=== ASSIGNMENT ===
Below are the records. Retype exactly the lines between the lines holding "thumb ip: (964, 949)" and "pinky tip: (1051, 954)", inclusive.

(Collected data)
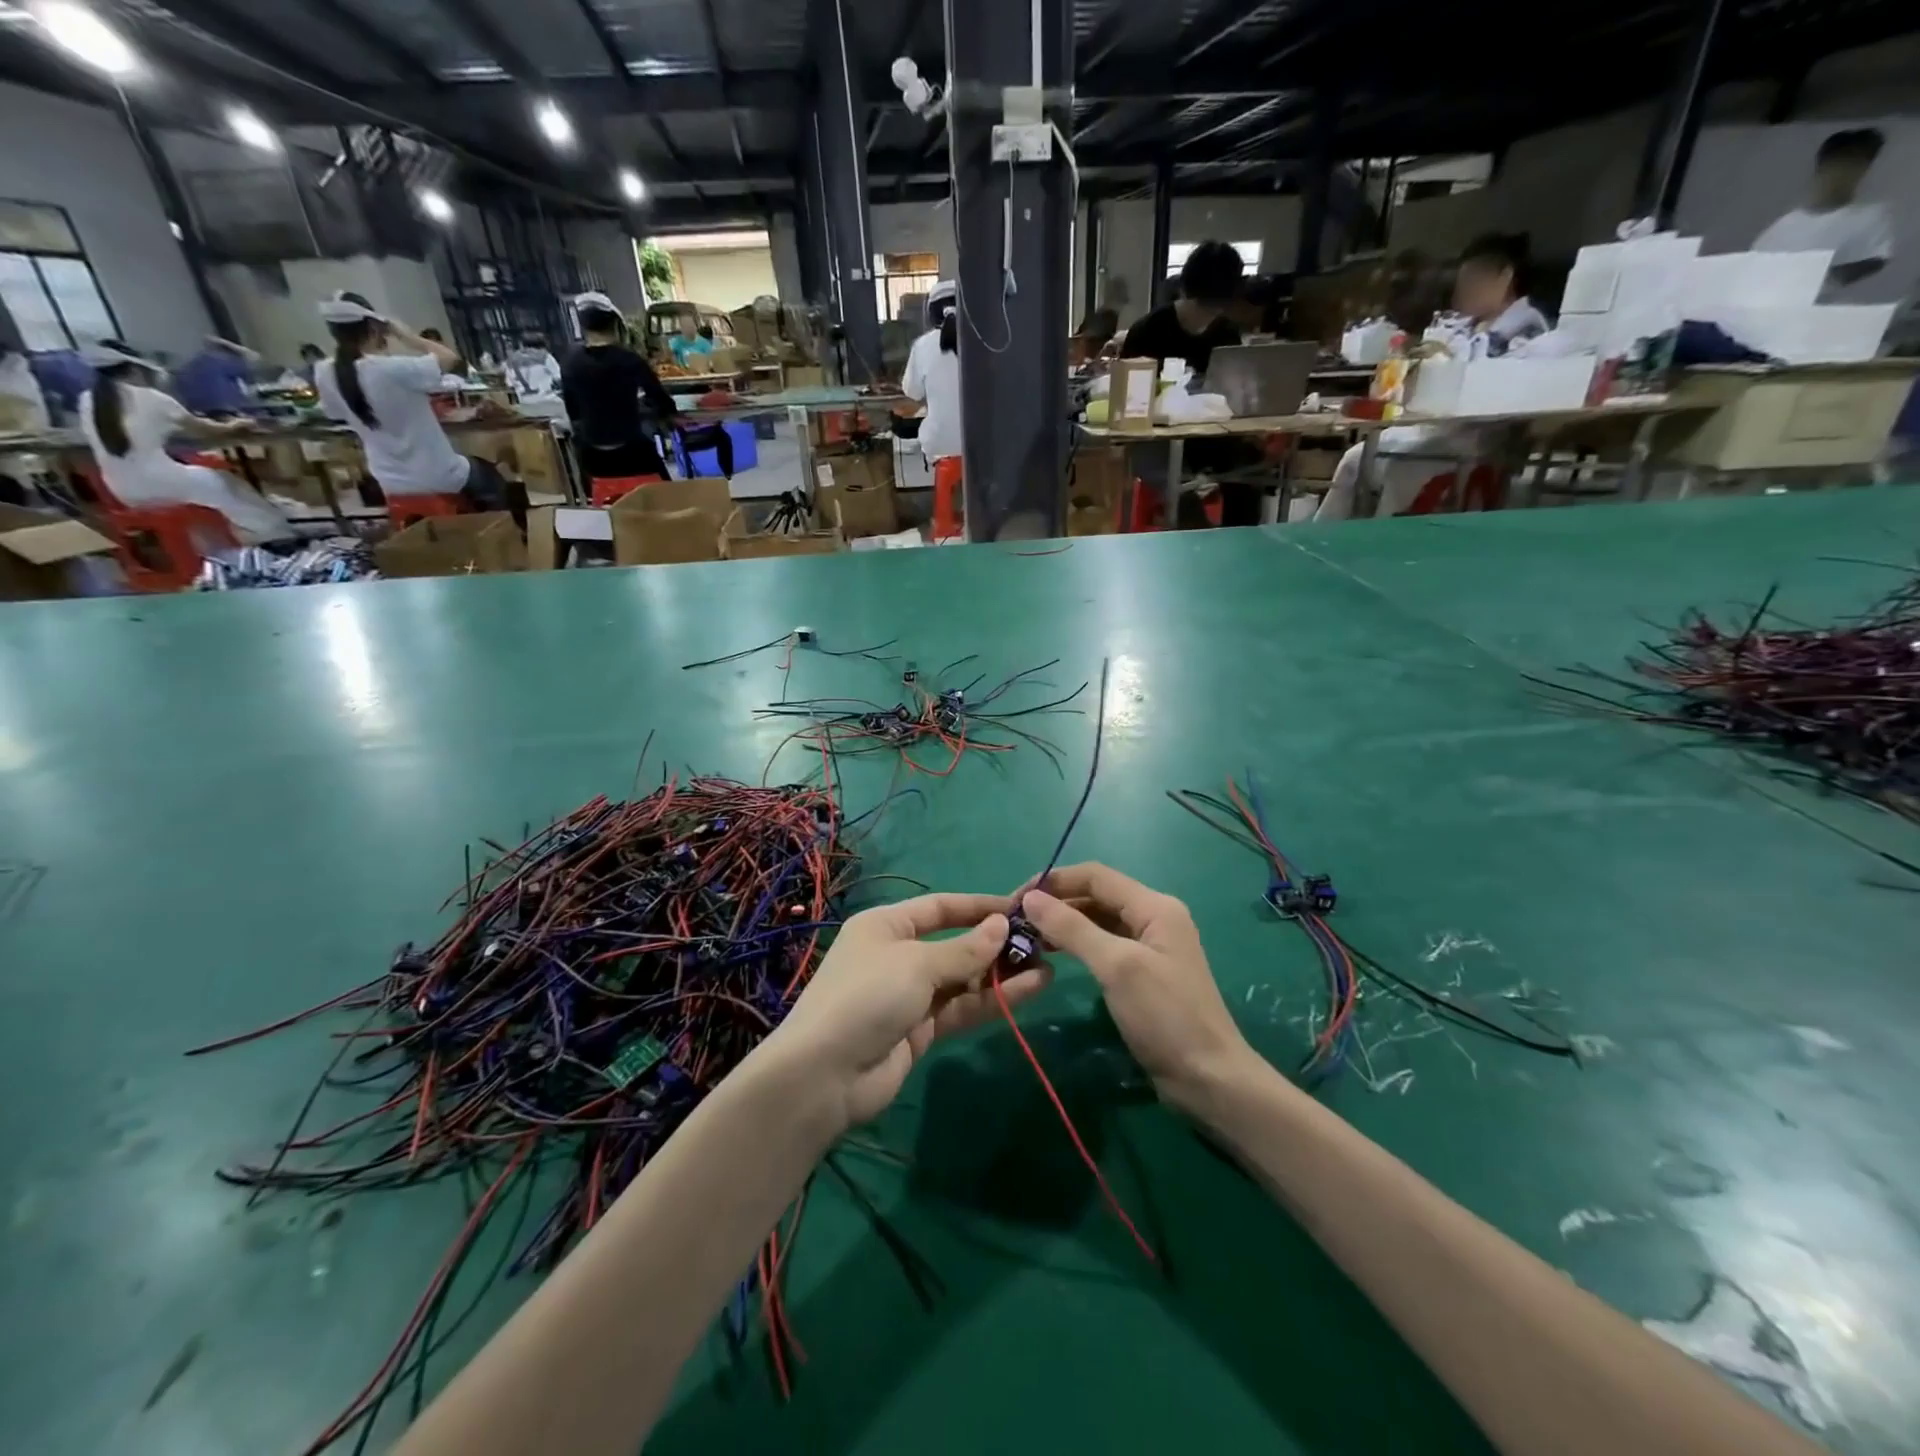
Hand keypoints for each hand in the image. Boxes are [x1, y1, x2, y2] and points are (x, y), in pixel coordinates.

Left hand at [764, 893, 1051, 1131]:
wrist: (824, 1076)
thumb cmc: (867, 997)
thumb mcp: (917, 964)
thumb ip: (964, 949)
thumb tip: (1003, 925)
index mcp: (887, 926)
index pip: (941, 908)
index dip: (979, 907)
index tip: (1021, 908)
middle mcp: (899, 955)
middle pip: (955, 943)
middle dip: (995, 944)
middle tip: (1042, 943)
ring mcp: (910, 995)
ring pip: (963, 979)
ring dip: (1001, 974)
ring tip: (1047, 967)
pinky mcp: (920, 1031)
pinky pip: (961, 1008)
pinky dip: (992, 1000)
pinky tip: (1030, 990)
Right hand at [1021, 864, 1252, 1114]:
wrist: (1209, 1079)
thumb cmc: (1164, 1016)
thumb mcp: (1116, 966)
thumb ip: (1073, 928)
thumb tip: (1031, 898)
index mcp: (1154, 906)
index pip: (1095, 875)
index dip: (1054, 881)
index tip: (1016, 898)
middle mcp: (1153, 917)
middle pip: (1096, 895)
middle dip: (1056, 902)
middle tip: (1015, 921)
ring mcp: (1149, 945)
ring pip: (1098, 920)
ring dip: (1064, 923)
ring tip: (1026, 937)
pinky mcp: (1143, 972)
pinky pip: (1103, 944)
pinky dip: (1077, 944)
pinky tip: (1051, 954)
==
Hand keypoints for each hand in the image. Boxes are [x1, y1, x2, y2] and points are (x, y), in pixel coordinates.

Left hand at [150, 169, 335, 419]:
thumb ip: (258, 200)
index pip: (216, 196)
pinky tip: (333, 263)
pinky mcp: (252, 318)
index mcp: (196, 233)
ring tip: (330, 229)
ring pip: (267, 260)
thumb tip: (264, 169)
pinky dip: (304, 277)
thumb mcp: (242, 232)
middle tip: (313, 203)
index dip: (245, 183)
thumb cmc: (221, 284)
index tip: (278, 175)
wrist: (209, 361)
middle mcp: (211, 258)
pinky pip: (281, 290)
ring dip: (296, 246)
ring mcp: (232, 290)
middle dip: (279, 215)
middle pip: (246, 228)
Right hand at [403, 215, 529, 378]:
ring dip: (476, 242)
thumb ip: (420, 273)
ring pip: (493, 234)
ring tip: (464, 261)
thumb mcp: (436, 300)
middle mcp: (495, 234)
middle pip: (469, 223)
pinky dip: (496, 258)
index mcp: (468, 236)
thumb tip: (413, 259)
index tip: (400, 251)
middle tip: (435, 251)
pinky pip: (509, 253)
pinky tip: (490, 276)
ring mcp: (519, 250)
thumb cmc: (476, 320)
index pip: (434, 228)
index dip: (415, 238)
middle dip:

=== THE ANSWER ===
thumb ip: (964, 949)
thumb tip: (1003, 925)
index mcp: (887, 926)
index pip: (941, 908)
index dip: (979, 907)
index tip: (1021, 908)
middle mcp: (899, 955)
middle pip: (955, 943)
middle dip: (995, 944)
middle tip: (1042, 943)
ring mcp: (910, 995)
ring pip: (963, 979)
ring dip: (1001, 974)
ring tip: (1047, 967)
pinky mcp: (920, 1031)
pinky pip: (961, 1008)
pinky dip: (992, 1000)
pinky tip: (1030, 990)
Right hand at [1021, 864, 1252, 1114]:
wrist: (1209, 1079)
thumb cmc: (1164, 1016)
thumb mcp: (1116, 966)
thumb ip: (1073, 928)
thumb tip: (1031, 898)
index mcp: (1154, 906)
index pip: (1095, 875)
index dip: (1054, 881)
index tip: (1016, 898)
middle mcp: (1153, 917)
middle pip: (1096, 895)
middle dip: (1056, 902)
middle tip: (1015, 921)
ring mcp: (1149, 945)
ring pip: (1098, 920)
ring dip: (1064, 923)
ring tip: (1026, 937)
pinky mcp: (1143, 972)
pinky pip: (1103, 944)
pinky dip: (1077, 944)
pinky tip: (1051, 954)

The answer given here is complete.